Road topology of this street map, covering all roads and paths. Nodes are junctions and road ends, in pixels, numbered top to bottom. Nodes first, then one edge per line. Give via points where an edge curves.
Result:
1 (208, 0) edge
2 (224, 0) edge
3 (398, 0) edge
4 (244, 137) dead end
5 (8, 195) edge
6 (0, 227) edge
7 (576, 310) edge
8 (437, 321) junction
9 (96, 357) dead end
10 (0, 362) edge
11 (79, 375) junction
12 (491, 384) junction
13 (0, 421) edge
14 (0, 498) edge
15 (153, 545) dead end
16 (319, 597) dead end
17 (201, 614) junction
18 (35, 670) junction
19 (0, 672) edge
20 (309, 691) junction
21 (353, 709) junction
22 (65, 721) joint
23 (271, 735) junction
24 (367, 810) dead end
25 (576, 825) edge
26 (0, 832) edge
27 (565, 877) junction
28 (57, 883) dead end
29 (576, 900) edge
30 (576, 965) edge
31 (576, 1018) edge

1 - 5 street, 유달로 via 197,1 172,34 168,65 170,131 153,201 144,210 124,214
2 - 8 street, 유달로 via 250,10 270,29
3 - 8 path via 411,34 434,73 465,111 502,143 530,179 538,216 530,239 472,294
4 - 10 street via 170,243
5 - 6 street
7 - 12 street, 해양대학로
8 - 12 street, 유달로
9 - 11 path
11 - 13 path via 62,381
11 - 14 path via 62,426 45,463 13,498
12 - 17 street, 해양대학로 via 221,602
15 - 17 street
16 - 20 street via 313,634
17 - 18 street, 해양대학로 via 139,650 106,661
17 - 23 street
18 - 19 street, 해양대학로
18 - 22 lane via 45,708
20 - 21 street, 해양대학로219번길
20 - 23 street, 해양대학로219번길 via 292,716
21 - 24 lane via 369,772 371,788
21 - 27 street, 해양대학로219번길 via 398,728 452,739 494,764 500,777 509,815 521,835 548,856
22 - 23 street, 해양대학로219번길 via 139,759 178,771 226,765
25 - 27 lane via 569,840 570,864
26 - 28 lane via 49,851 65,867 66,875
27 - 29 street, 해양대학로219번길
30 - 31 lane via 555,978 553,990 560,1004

• • • • •

What needs to be done: Throughout the material above, find lines holding the word "lane", then copy them.

Response to this exercise:
18 - 22 lane via 45,708
21 - 24 lane via 369,772 371,788
25 - 27 lane via 569,840 570,864
26 - 28 lane via 49,851 65,867 66,875
30 - 31 lane via 555,978 553,990 560,1004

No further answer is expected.